§ **Exercise**: Repeat all entries word for word; skip images.

Entries taken from a collection
==========

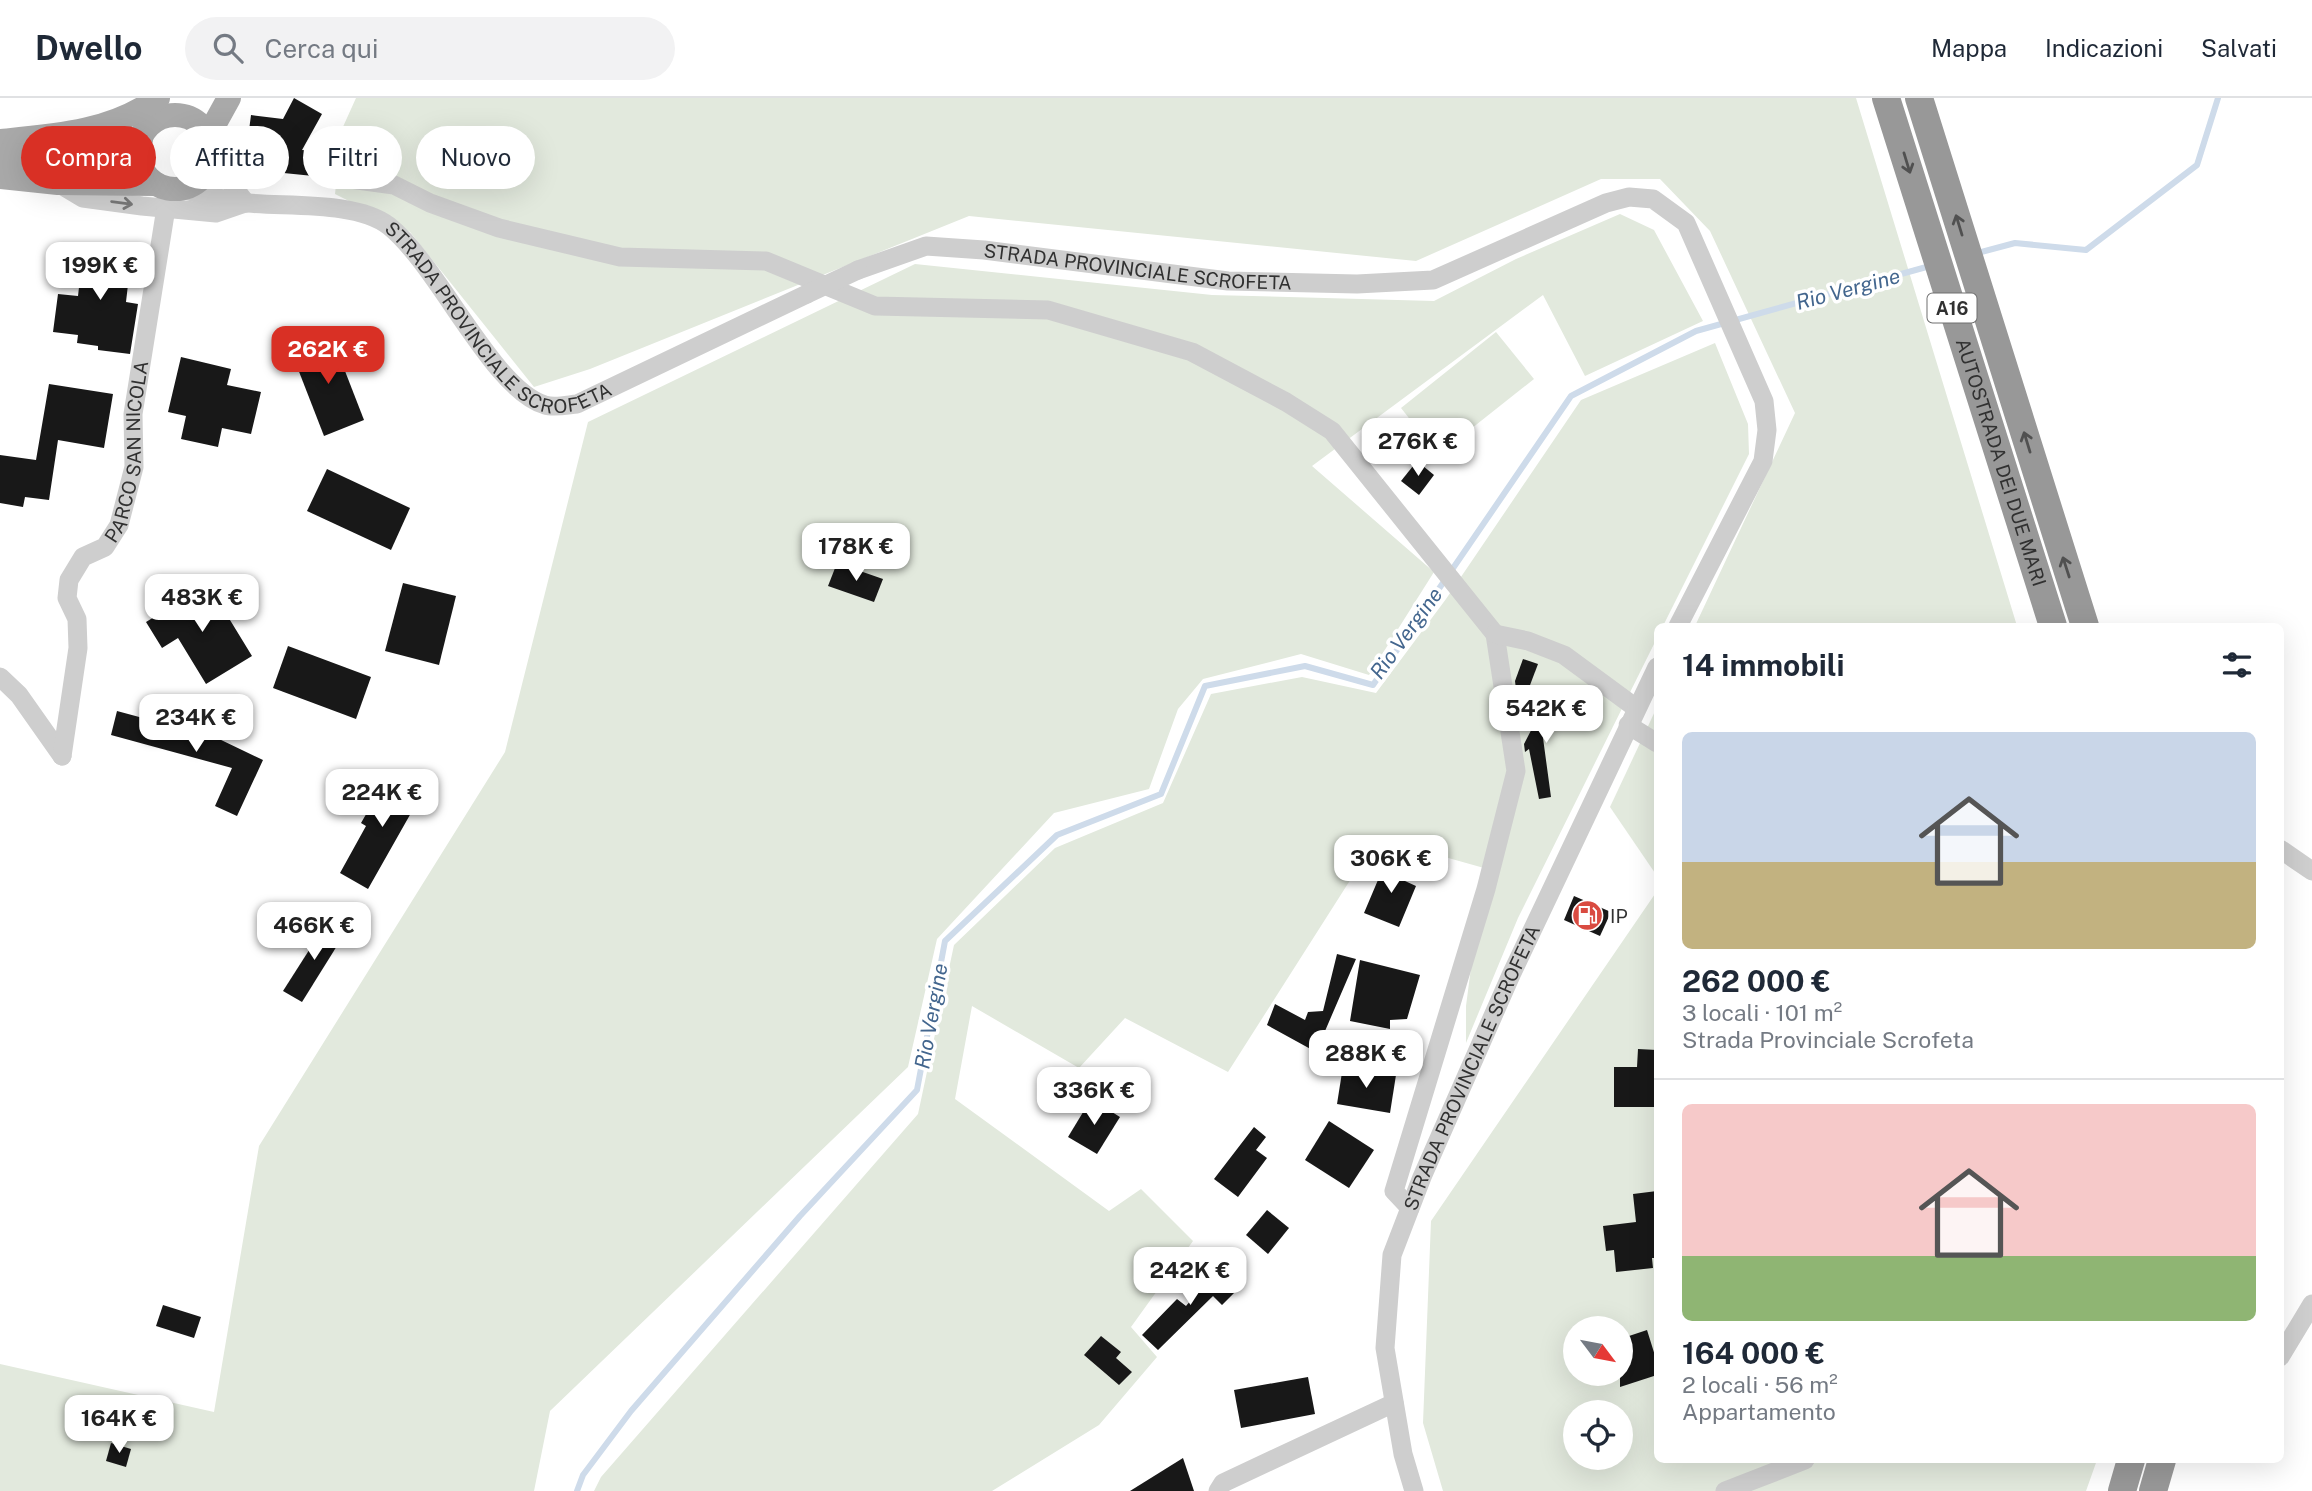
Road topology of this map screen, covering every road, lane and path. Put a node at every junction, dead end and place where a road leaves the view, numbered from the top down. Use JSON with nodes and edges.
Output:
{"nodes":[{"id":1,"x":190,"y":98,"type":"edge"},
{"id":2,"x":229,"y":98,"type":"edge"},
{"id":3,"x":1886,"y":98,"type":"edge"},
{"id":4,"x":1919,"y":98,"type":"edge"},
{"id":5,"x":164,"y":107,"type":"edge"},
{"id":6,"x":151,"y":126,"type":"edge"},
{"id":7,"x":196,"y":126,"type":"edge"},
{"id":8,"x":218,"y":126,"type":"edge"},
{"id":9,"x":0,"y":141,"type":"edge"},
{"id":10,"x":0,"y":156,"type":"edge"},
{"id":11,"x":21,"y":156,"type":"edge"},
{"id":12,"x":0,"y":177,"type":"edge"},
{"id":13,"x":156,"y":183,"type":"edge"},
{"id":14,"x":178,"y":189,"type":"edge"},
{"id":15,"x":237,"y":189,"type":"edge"},
{"id":16,"x":402,"y":189,"type":"edge"},
{"id":17,"x":167,"y":194,"type":"junction"},
{"id":18,"x":246,"y":203,"type":"junction"},
{"id":19,"x":1680,"y":623,"type":"edge"},
{"id":20,"x":2052,"y":623,"type":"edge"},
{"id":21,"x":2084,"y":623,"type":"edge"},
{"id":22,"x":1495,"y":634,"type":"junction"},
{"id":23,"x":1654,"y":673,"type":"edge"},
{"id":24,"x":0,"y":677,"type":"edge"},
{"id":25,"x":1632,"y":716,"type":"junction"},
{"id":26,"x":1654,"y":740,"type":"edge"},
{"id":27,"x":2284,"y":852,"type":"edge"},
{"id":28,"x":2312,"y":871,"type":"edge"},
{"id":29,"x":1410,"y":1208,"type":"junction"},
{"id":30,"x":2312,"y":1304,"type":"edge"},
{"id":31,"x":2284,"y":1350,"type":"edge"},
{"id":32,"x":1394,"y":1403,"type":"junction"},
{"id":33,"x":1797,"y":1463,"type":"edge"},
{"id":34,"x":2130,"y":1463,"type":"edge"},
{"id":35,"x":2161,"y":1463,"type":"edge"},
{"id":36,"x":1220,"y":1487,"type":"edge"},
{"id":37,"x":1413,"y":1491,"type":"edge"},
{"id":38,"x":1725,"y":1491,"type":"edge"},
{"id":39,"x":2122,"y":1491,"type":"edge"},
{"id":40,"x":2153,"y":1491,"type":"edge"}],
"edges":[{"from":1,"to":5,"type":"main road"},
{"from":2,"to":8,"type":"main road"},
{"from":3,"to":20,"type":"highway","name":"AUTOSTRADA DEI DUE MARI","number":"A16","one_way":true},
{"from":21,"to":4,"type":"highway","name":"AUTOSTRADA DEI DUE MARI","number":"A16","one_way":true},
{"from":5,"to":6,"type":"main road"},
{"from":5,"to":7,"type":"main road"},
{"from":5,"to":9,"type":"main road"},
{"from":10,"to":11,"type":"main road"},
{"from":12,"to":17,"type":"main road","one_way":true},
{"from":13,"to":17,"type":"main road"},
{"from":14,"to":17,"type":"main road"},
{"from":15,"to":18,"type":"street"},
{"from":16,"to":22,"type":"street"},
{"from":17,"to":18,"type":"street","name":"STRADA PROVINCIALE SCROFETA"},
{"from":17,"to":24,"type":"street","name":"PARCO SAN NICOLA"},
{"from":18,"to":19,"type":"street","name":"STRADA PROVINCIALE SCROFETA","bridge":true},
{"from":22,"to":25,"type":"street"},
{"from":22,"to":29,"type":"street"},
{"from":23,"to":25,"type":"street","name":"STRADA PROVINCIALE SCROFETA"},
{"from":25,"to":26,"type":"street"},
{"from":25,"to":29,"type":"street","name":"STRADA PROVINCIALE SCROFETA"},
{"from":27,"to":28,"type":"street"},
{"from":29,"to":32,"type":"street","name":"STRADA PROVINCIALE SCROFETA"},
{"from":30,"to":31,"type":"street"},
{"from":32,"to":36,"type":"street"},
{"from":32,"to":37,"type":"street","name":"STRADA PROVINCIALE SCROFETA"},
{"from":33,"to":38,"type":"street"},
{"from":34,"to":39,"type":"highway"},
{"from":35,"to":40,"type":"highway"}]}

==========

§ **Solution to the exercise**:
Road topology of this map screen, covering every road, lane and path. Put a node at every junction, dead end and place where a road leaves the view, numbered from the top down. Use JSON with nodes and edges.
Output:
{"nodes":[{"id":1,"x":190,"y":98,"type":"edge"},
{"id":2,"x":229,"y":98,"type":"edge"},
{"id":3,"x":1886,"y":98,"type":"edge"},
{"id":4,"x":1919,"y":98,"type":"edge"},
{"id":5,"x":164,"y":107,"type":"edge"},
{"id":6,"x":151,"y":126,"type":"edge"},
{"id":7,"x":196,"y":126,"type":"edge"},
{"id":8,"x":218,"y":126,"type":"edge"},
{"id":9,"x":0,"y":141,"type":"edge"},
{"id":10,"x":0,"y":156,"type":"edge"},
{"id":11,"x":21,"y":156,"type":"edge"},
{"id":12,"x":0,"y":177,"type":"edge"},
{"id":13,"x":156,"y":183,"type":"edge"},
{"id":14,"x":178,"y":189,"type":"edge"},
{"id":15,"x":237,"y":189,"type":"edge"},
{"id":16,"x":402,"y":189,"type":"edge"},
{"id":17,"x":167,"y":194,"type":"junction"},
{"id":18,"x":246,"y":203,"type":"junction"},
{"id":19,"x":1680,"y":623,"type":"edge"},
{"id":20,"x":2052,"y":623,"type":"edge"},
{"id":21,"x":2084,"y":623,"type":"edge"},
{"id":22,"x":1495,"y":634,"type":"junction"},
{"id":23,"x":1654,"y":673,"type":"edge"},
{"id":24,"x":0,"y":677,"type":"edge"},
{"id":25,"x":1632,"y":716,"type":"junction"},
{"id":26,"x":1654,"y":740,"type":"edge"},
{"id":27,"x":2284,"y":852,"type":"edge"},
{"id":28,"x":2312,"y":871,"type":"edge"},
{"id":29,"x":1410,"y":1208,"type":"junction"},
{"id":30,"x":2312,"y":1304,"type":"edge"},
{"id":31,"x":2284,"y":1350,"type":"edge"},
{"id":32,"x":1394,"y":1403,"type":"junction"},
{"id":33,"x":1797,"y":1463,"type":"edge"},
{"id":34,"x":2130,"y":1463,"type":"edge"},
{"id":35,"x":2161,"y":1463,"type":"edge"},
{"id":36,"x":1220,"y":1487,"type":"edge"},
{"id":37,"x":1413,"y":1491,"type":"edge"},
{"id":38,"x":1725,"y":1491,"type":"edge"},
{"id":39,"x":2122,"y":1491,"type":"edge"},
{"id":40,"x":2153,"y":1491,"type":"edge"}],
"edges":[{"from":1,"to":5,"type":"main road"},
{"from":2,"to":8,"type":"main road"},
{"from":3,"to":20,"type":"highway","name":"AUTOSTRADA DEI DUE MARI","number":"A16","one_way":true},
{"from":21,"to":4,"type":"highway","name":"AUTOSTRADA DEI DUE MARI","number":"A16","one_way":true},
{"from":5,"to":6,"type":"main road"},
{"from":5,"to":7,"type":"main road"},
{"from":5,"to":9,"type":"main road"},
{"from":10,"to":11,"type":"main road"},
{"from":12,"to":17,"type":"main road","one_way":true},
{"from":13,"to":17,"type":"main road"},
{"from":14,"to":17,"type":"main road"},
{"from":15,"to":18,"type":"street"},
{"from":16,"to":22,"type":"street"},
{"from":17,"to":18,"type":"street","name":"STRADA PROVINCIALE SCROFETA"},
{"from":17,"to":24,"type":"street","name":"PARCO SAN NICOLA"},
{"from":18,"to":19,"type":"street","name":"STRADA PROVINCIALE SCROFETA","bridge":true},
{"from":22,"to":25,"type":"street"},
{"from":22,"to":29,"type":"street"},
{"from":23,"to":25,"type":"street","name":"STRADA PROVINCIALE SCROFETA"},
{"from":25,"to":26,"type":"street"},
{"from":25,"to":29,"type":"street","name":"STRADA PROVINCIALE SCROFETA"},
{"from":27,"to":28,"type":"street"},
{"from":29,"to":32,"type":"street","name":"STRADA PROVINCIALE SCROFETA"},
{"from":30,"to":31,"type":"street"},
{"from":32,"to":36,"type":"street"},
{"from":32,"to":37,"type":"street","name":"STRADA PROVINCIALE SCROFETA"},
{"from":33,"to":38,"type":"street"},
{"from":34,"to":39,"type":"highway"},
{"from":35,"to":40,"type":"highway"}]}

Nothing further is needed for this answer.